Tableau 6.3. Comparaison des indicateurs d’un environnement capacitant en formation de salariés.

Remarquons à nouveau que la finalité de cette approche, n’est pas d’approfondir l’analyse des facteurs internes à l’individu, mais « de faire surgir des faits utilisables » (Farvaque, 2008), autrement dit trouver des leviers institutionnels pour potentialiser l’efficacité d’un dispositif.

V.4. Les limites de ce cadre d’analyse

La question se pose toutefois de l’augmentation durable de la capabilité des individus, en dehors d’un dispositif aidant. Dans le prolongement de la pensée de Sen pour lequel la visée de l’éducation est de permettre aux individus de devenir plus autonomes et d’élargir le champ de leurs libertés (Poirot, 2005), un environnement capacitant peut-il conduire à une transformation durable de la personne ?

Fernagu Oudet reconnaît qu’un environnement capacitant « ne se suffit pas à lui-même » et que la question de l’engagement dans l’apprentissage reste posée :

« Cet engagement n’est pas simple, car s’engager dans l’apprentissage signifie pour le sujet, s’engager dans un processus dont il sait – ou pressent en tout cas – qu’il le conduira à mettre en question ses conceptions, ses croyances, ses savoirs et savoir-faire, à faire le deuil de ses manières familières de penser le monde et d’agir » (Fernagu Oudet, 2016, p. 387).

De même, Orianne et Rémy (2010) notent qu’il faut prendre en compte « l’étendue de liberté réelle de choix entre différentes options de valeur », ce qui met en jeu une « transformation de la personne dans sa subjectivité, ses représentations d’elle-même et du monde, ses perceptions et ses attitudes » (Lefevre, 1997). Ces auteurs pointent ainsi les enjeux de la formation en termes de transformation identitaire.

Comme nous l'avons vu au chapitre 5, un certain nombre d’auteurs ayant pris les formations professionnelles comme objet d’étude montrent que la construction d’une identité professionnelle en constitue le réel enjeu (Hugues, 1996 ; Beckers, 2007 ; Lemaître, 2007). Tap (1988) met en évidence que la construction identitaire est ce qui fait passer la conscience de soi

et la conscience sociale d’un état aliéné à un état plus autonome. La dimension de la construction de l’identité professionnelle de l’apprenant est une question réelle lorsqu’il s’agit de réfléchir à la mise en action effective, comme par exemple dans la formation à l'entrepreneuriat.

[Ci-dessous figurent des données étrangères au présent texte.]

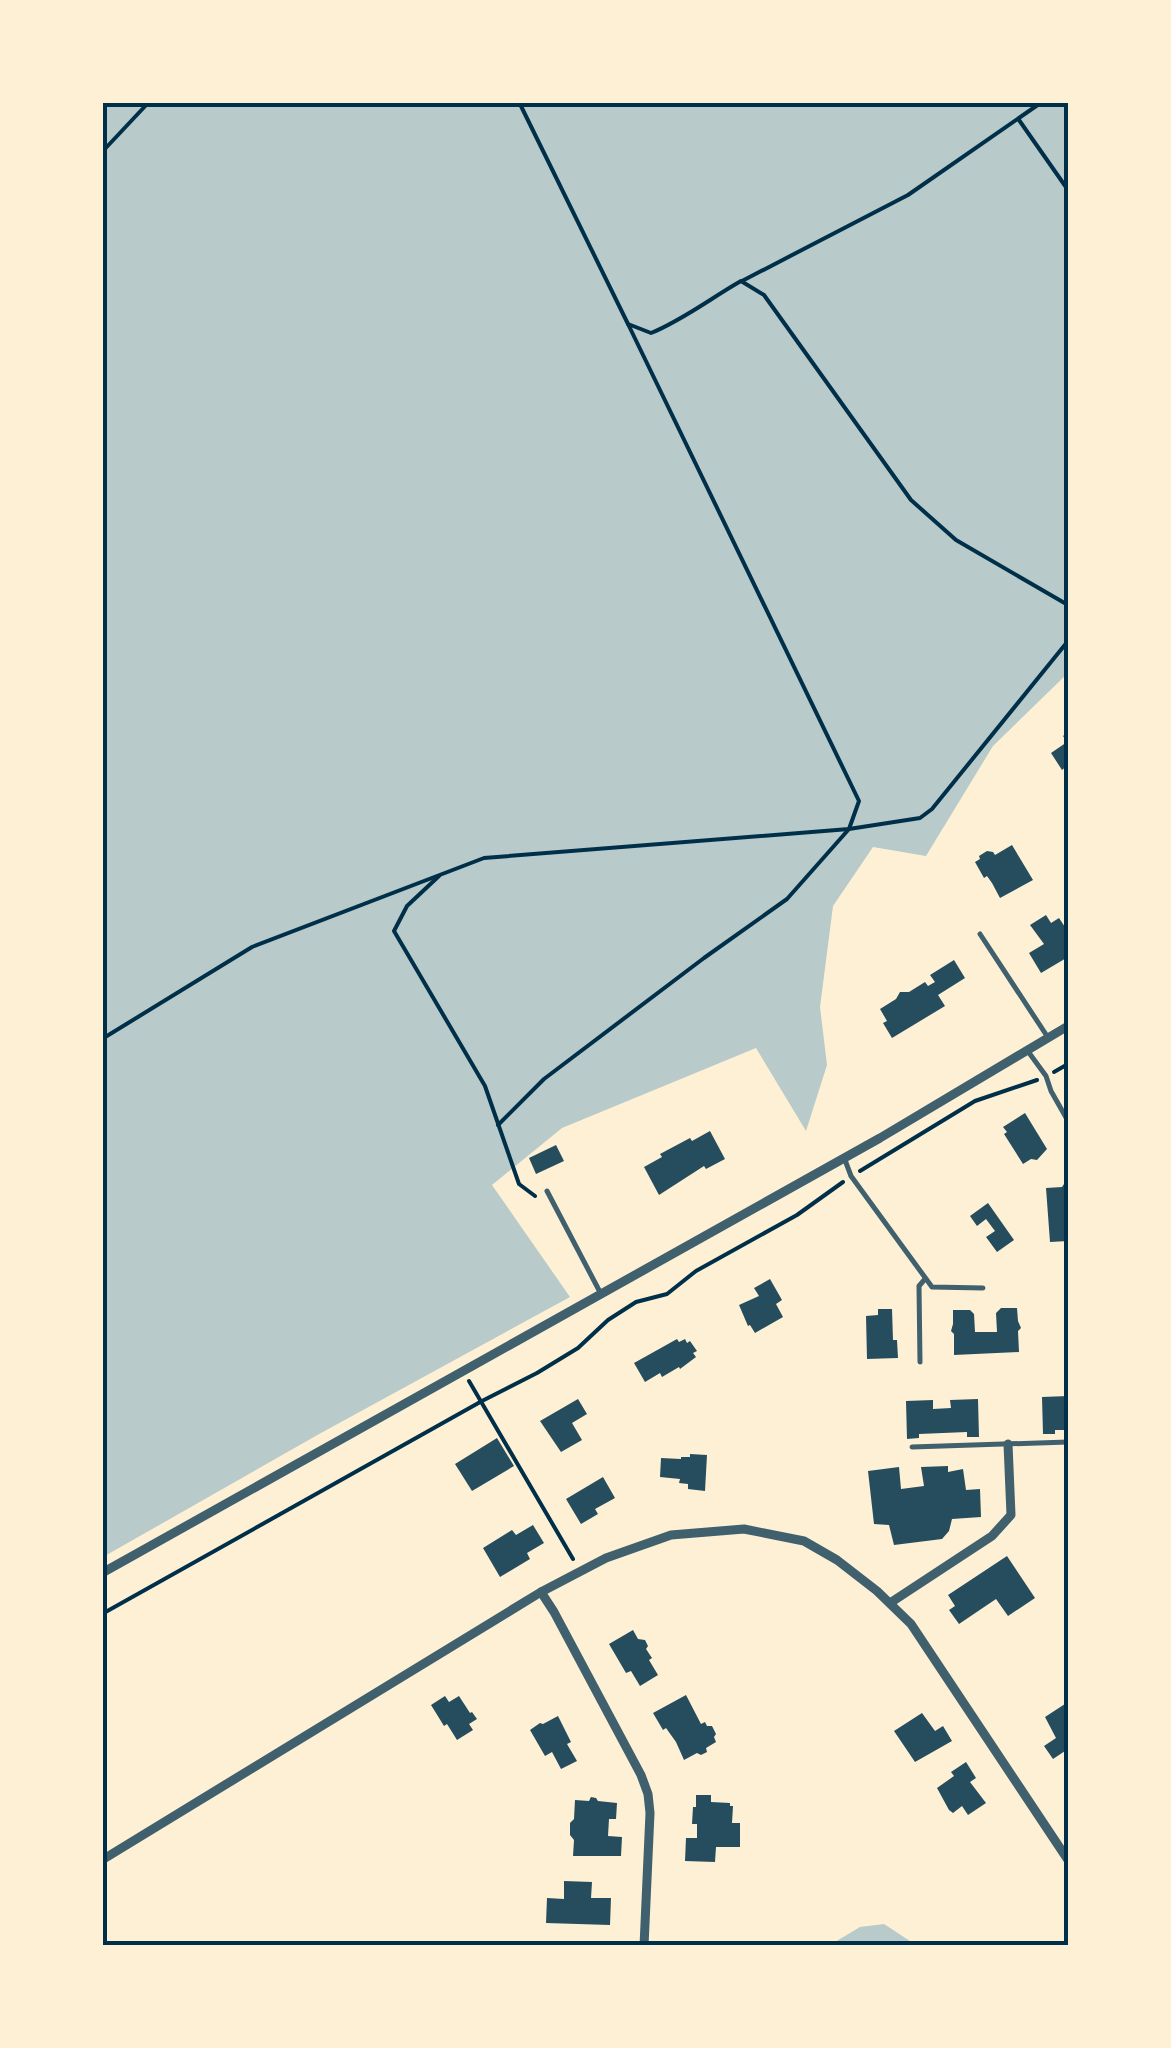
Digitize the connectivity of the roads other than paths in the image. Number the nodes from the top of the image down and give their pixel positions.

On peut adresser aux notions d’environnement capacitant et de facteurs de conversion, tels qu'ils sont définis dans le domaine de la formation, — en ne se donnant pas l'objectif de la transformation identitaire des apprenants —, la critique de surdéterminer le dispositif organisationnel en tant que sources et causes de la capabilité. Elles présupposent en réalité l'existence d'acteurs ayant, 1) un moi parfaitement unifié, sans aliénations ni conflits internes et sans tensions avec les institutions sociales, 2) une conscience claire de leur situation existentielle et une vision précise de leurs manques et de leurs limites, 3) le pouvoir de décider et de réaliser seuls leurs objectifs.

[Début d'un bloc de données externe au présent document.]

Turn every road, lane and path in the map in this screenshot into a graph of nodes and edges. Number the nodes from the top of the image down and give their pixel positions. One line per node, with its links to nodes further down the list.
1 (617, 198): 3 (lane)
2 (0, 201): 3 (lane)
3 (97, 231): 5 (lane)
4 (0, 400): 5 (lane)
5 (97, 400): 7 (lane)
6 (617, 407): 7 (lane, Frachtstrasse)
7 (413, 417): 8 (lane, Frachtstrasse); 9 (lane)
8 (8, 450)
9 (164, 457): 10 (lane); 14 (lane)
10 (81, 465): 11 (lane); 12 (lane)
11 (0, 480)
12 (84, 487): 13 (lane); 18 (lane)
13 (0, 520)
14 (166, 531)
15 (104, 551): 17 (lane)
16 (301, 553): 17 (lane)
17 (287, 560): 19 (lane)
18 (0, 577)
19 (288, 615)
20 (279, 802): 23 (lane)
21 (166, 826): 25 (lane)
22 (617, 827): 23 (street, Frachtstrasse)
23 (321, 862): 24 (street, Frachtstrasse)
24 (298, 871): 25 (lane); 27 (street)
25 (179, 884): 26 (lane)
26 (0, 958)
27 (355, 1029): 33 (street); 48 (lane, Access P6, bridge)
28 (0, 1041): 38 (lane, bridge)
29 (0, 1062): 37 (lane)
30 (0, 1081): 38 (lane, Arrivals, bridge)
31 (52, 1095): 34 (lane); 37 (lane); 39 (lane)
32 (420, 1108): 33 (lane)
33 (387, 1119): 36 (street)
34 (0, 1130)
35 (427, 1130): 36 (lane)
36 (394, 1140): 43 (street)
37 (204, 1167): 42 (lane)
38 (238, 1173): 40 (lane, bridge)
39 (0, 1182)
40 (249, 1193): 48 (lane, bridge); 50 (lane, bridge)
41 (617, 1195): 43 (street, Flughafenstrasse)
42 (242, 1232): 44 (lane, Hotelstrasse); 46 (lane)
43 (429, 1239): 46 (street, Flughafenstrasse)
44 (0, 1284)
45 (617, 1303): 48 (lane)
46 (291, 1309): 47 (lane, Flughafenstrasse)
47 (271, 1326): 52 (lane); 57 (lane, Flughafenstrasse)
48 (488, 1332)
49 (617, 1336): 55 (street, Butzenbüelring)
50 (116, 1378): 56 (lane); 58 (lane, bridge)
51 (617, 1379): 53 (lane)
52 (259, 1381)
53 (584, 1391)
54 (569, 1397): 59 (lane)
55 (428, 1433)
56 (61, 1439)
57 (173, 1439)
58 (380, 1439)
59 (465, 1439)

Dans le cas de la formation à l'innovation où la construction d'une identité singulière capable de résister aux normes et de développer une vision personnelle du monde, est, comme nous l'avons montré, essentielle, peut-on vraiment penser que des jeunes étudiants se situent dans ce cas de figure ?

Pour approfondir cette réflexion et continuer sur cet axe de réflexion, nous avons élaboré le concept d'un environnement qui prendrait en compte la construction d'une identité unique, singulière et durable : le concept d’environnement émancipant.